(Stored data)
____________________
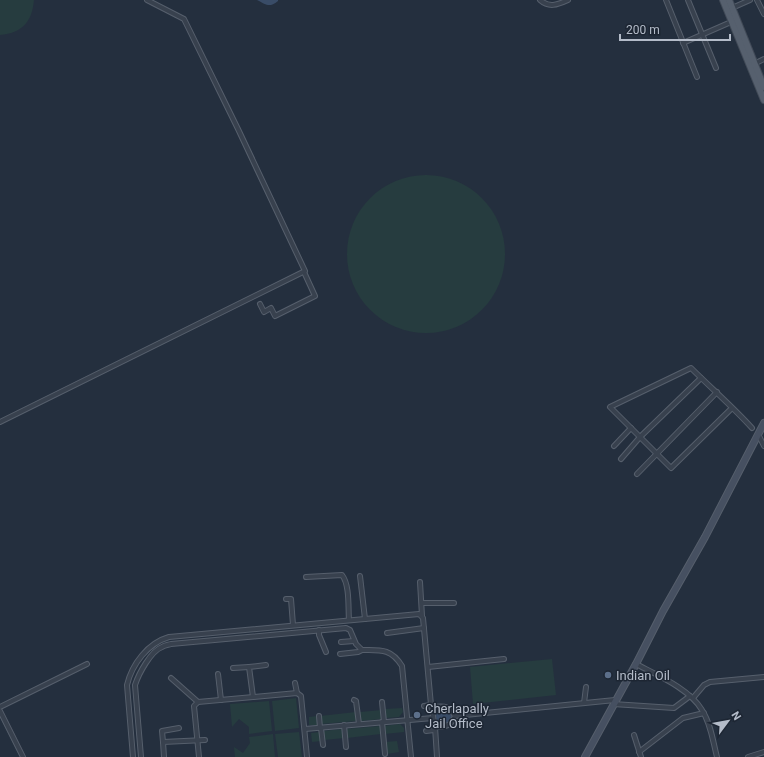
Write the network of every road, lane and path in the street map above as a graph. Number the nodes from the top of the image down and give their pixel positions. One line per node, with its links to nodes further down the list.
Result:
1 (147, 0): 23 (street)
2 (540, 0): 10 (street)
3 (568, 0): 10 (street)
4 (666, 0): 15 (street)
5 (688, 0): 14 (street)
6 (723, 0): 13 (main road)
7 (729, 0): 11 (main road)
8 (750, 0): 11 (street)
9 (757, 0): 12 (street)
10 (547, 2)
11 (732, 8): 16 (main road)
12 (764, 14)
13 (731, 22): 14 (street); 16 (main road)
14 (702, 35): 15 (street); 19 (street)
15 (683, 43): 20 (street)
16 (745, 48): 18 (main road); 22 (main road)
17 (764, 59): 18 (street)
18 (754, 64): 21 (main road)
19 (716, 68)
20 (698, 77)
21 (764, 87)
22 (764, 100)
23 (304, 272): 24 (street); 28 (street)
24 (260, 304)
25 (701, 378): 26 (street); 30 (street); 33 (street)
26 (717, 392): 27 (street); 36 (street)
27 (732, 408): 31 (street); 36 (street)
28 (0, 422)
29 (764, 423): 32 (street)
30 (631, 428): 33 (street); 34 (street)
31 (752, 428)
32 (758, 434): 35 (street); 63 (street)
33 (640, 438): 36 (street); 37 (street)
34 (614, 446)
35 (764, 446)
36 (656, 454): 38 (street)
37 (621, 459)
38 (636, 474)
39 (360, 576): 46 (street)
40 (306, 577): 47 (street)
41 (420, 582): 43 (street)
42 (286, 599): 49 (street)
43 (422, 603): 44 (street); 45 (street)
44 (454, 603)
45 (422, 616): 46 (street); 51 (street)
46 (365, 619): 47 (street)
47 (349, 620): 49 (street)
48 (241, 625): 52 (street)
49 (293, 625): 52 (street)
50 (224, 626): 54 (street)
51 (424, 628): 55 (street); 66 (street)
52 (241, 630): 54 (street)
53 (319, 630): 56 (street); 59 (street); 112 (street)
54 (224, 632): 111 (street)
55 (387, 633)
56 (354, 641): 57 (street); 58 (street)
57 (341, 642)
58 (362, 650): 60 (street); 90 (street)
59 (326, 652)
60 (340, 654)
61 (504, 660): 66 (street)
62 (87, 664): 84 (street)
63 (636, 664): 75 (street); 80 (street)
64 (266, 665): 65 (street)
65 (249, 667): 67 (street); 74 (street)
66 (428, 667): 83 (street)
67 (233, 668)
68 (218, 674): 76 (street)
69 (764, 677): 75 (street)
70 (172, 678): 78 (street)
71 (295, 683): 73 (street)
72 (586, 687): 81 (street)
73 (297, 692): 74 (street); 96 (street)
74 (253, 697): 76 (street)
75 (691, 697): 80 (street); 86 (street)
76 (221, 700): 78 (street)
77 (354, 700): 92 (street)
78 (198, 702): 102 (street)
79 (382, 702): 91 (street)
80 (614, 702): 81 (street); 118 (street)
81 (584, 703): 88 (street)
82 (424, 706): 83 (street)
83 (432, 706): 88 (street); 89 (street)
84 (0, 707)
85 (0, 711): 110 (street)
86 (704, 713): 107 (street); 120 (street)
87 (319, 716): 95 (street)
88 (456, 716): 97 (street)
89 (434, 718): 90 (street); 97 (street)
90 (408, 720): 91 (street); 99 (street)
91 (383, 722): 92 (street); 109 (street)
92 (359, 724): 93 (street)
93 (344, 726): 95 (street); 106 (street)
94 (179, 728): 104 (street)
95 (320, 728): 96 (street); 105 (street)
96 (305, 729): 115 (street)
97 (434, 729): 100 (street); 117 (street)
98 (414, 730): 99 (street)
99 (409, 731): 116 (street)
100 (426, 731)
101 (634, 735): 107 (street)
102 (197, 740): 103 (street); 104 (street); 114 (street)
103 (205, 740)
104 (163, 742): 113 (street)
105 (323, 745)
106 (346, 747)
107 (639, 752): 119 (street)
108 (764, 752): 121 (street)
109 (385, 754)
110 (23, 757)
111 (133, 757)
112 (141, 757)
113 (164, 757)
114 (199, 757)
115 (307, 757)
116 (411, 757)
117 (436, 757)
118 (584, 757)
119 (641, 757)
120 (718, 757)
121 (748, 757)

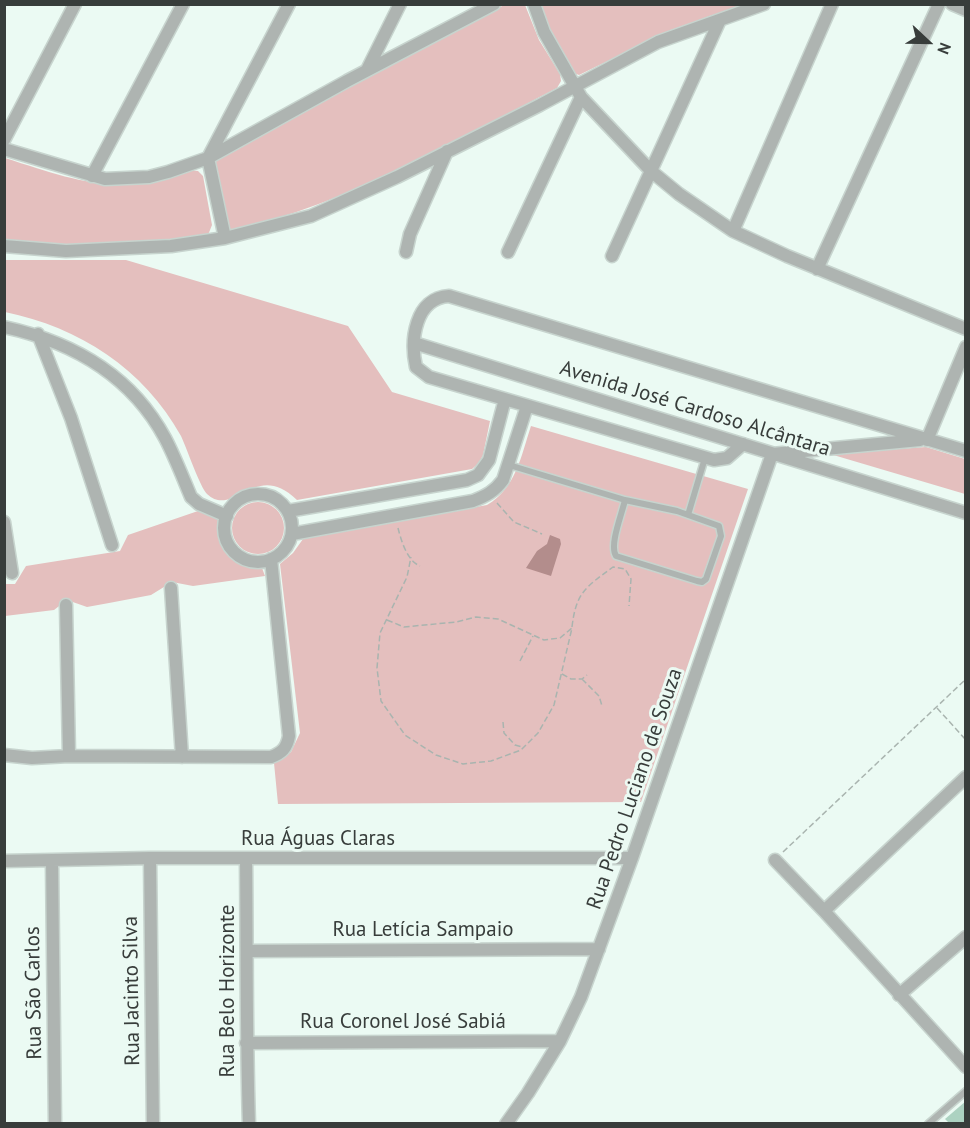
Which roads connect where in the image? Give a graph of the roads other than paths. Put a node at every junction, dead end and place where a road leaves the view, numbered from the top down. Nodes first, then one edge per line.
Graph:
1 (75, 4) edge
2 (183, 4) edge
3 (289, 4) edge
4 (400, 4) edge
5 (494, 4) edge
6 (534, 4) edge
7 (764, 4) edge
8 (832, 4) edge
9 (939, 4) edge
10 (952, 4) edge
11 (966, 10) edge
12 (720, 20) junction
13 (367, 70) junction
14 (578, 92) junction
15 (4, 140) edge
16 (4, 149) edge
17 (447, 151) junction
18 (208, 158) junction
19 (651, 171) junction
20 (92, 176) junction
21 (732, 231) junction
22 (225, 238) junction
23 (4, 246) edge
24 (406, 252) dead end
25 (508, 252) dead end
26 (612, 256) dead end
27 (817, 269) junction
28 (4, 327) edge
29 (966, 329) edge
30 (38, 334) junction
31 (414, 343) junction
32 (966, 347) edge
33 (505, 399) junction
34 (527, 406) junction
35 (927, 440) junction
36 (743, 444) junction
37 (966, 452) edge
38 (772, 454) junction
39 (705, 458) junction
40 (509, 465) junction
41 (625, 500) junction
42 (288, 511) junction
43 (966, 513) edge
44 (688, 515) junction
45 (226, 516) junction
46 (4, 522) edge
47 (292, 534) junction
48 (112, 545) dead end
49 (271, 559) junction
50 (12, 573) dead end
51 (171, 588) dead end
52 (66, 605) dead end
53 (4, 755) edge
54 (69, 756) junction
55 (182, 757) junction
56 (966, 777) edge
57 (150, 858) junction
58 (632, 858) junction
59 (246, 859) junction
60 (775, 860) road end
61 (4, 861) edge
62 (52, 861) junction
63 (824, 911) junction
64 (966, 937) edge
65 (599, 949) junction
66 (248, 951) junction
67 (899, 995) junction
68 (560, 1041) junction
69 (246, 1043) junction
70 (966, 1067) edge
71 (966, 1091) edge
72 (55, 1124) edge
73 (153, 1124) edge
74 (249, 1124) edge
75 (506, 1124) edge
76 (928, 1124) edge

1 - 15 street
2 - 20 street
3 - 18 street
4 - 13 street
5 - 13 street
6 - 14 street
7 - 12 street
8 - 21 street
9 - 27 street
10 - 11 street
12 - 14 street
12 - 19 street
13 - 18 street
14 - 17 street
14 - 19 street
14 - 25 street
16 - 20 street
17 - 22 street
17 - 24 street
18 - 20 street
18 - 22 street
19 - 21 street
19 - 26 street
21 - 27 street
22 - 23 street
27 - 29 street
28 - 30 street
30 - 45 street
30 - 48 street
31 - 33 street
31 - 35 street
31 - 36 street, Avenida José Cardoso Alcântara
32 - 35 street
33 - 34 street
33 - 42 street
34 - 39 street
34 - 40 street
35 - 37 street
35 - 38 street
36 - 38 street, Avenida José Cardoso Alcântara
36 - 39 street
38 - 43 street, Avenida José Cardoso Alcântara
38 - 58 street, Rua Pedro Luciano de Souza
39 - 44 lane
40 - 41 lane
40 - 47 street
41 - 44 lane
41 - 44 lane
42 - 45 street
42 - 47 street
45 - 49 street
46 - 50 street
47 - 49 street
49 - 55 street
51 - 55 street
52 - 54 street
53 - 54 street
54 - 55 street
56 - 63 street
57 - 59 street, Rua Águas Claras
57 - 62 street, Rua Águas Claras
57 - 73 street, Rua Jacinto Silva
58 - 59 street, Rua Águas Claras
58 - 65 street, Rua Pedro Luciano de Souza
59 - 66 street, Rua Belo Horizonte
60 - 63 street
61 - 62 street, Rua Águas Claras
62 - 72 street, Rua São Carlos
63 - 67 street
64 - 67 street
65 - 66 street, Rua Letícia Sampaio
65 - 68 street, Rua Pedro Luciano de Souza
66 - 69 street, Rua Belo Horizonte
67 - 70 street
68 - 69 street, Rua Coronel José Sabiá
68 - 75 street, Rua Pedro Luciano de Souza
69 - 74 street, Rua Belo Horizonte
71 - 76 lane

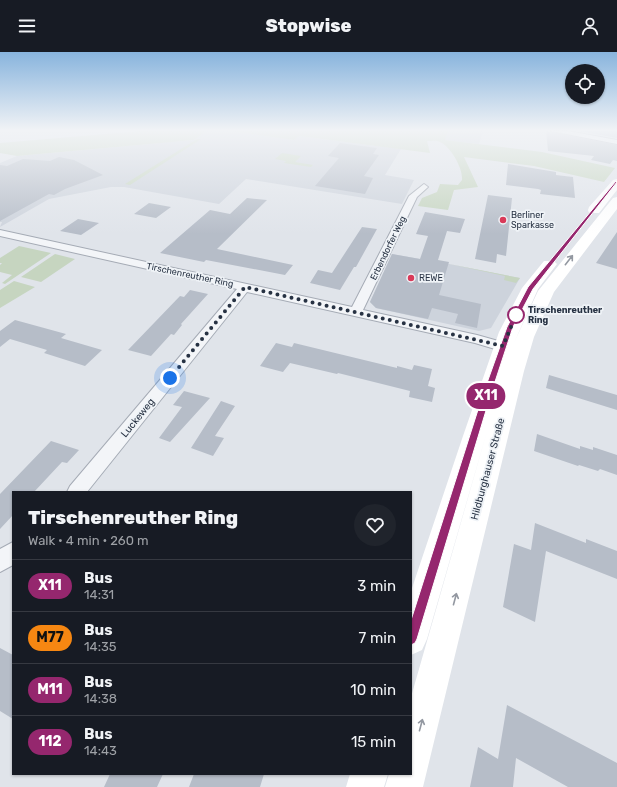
____________________
- Task requirements
Working through the records above, copy each line in which "Águas" is found.

- Exercise result
57 - 59 street, Rua Águas Claras
57 - 62 street, Rua Águas Claras
58 - 59 street, Rua Águas Claras
61 - 62 street, Rua Águas Claras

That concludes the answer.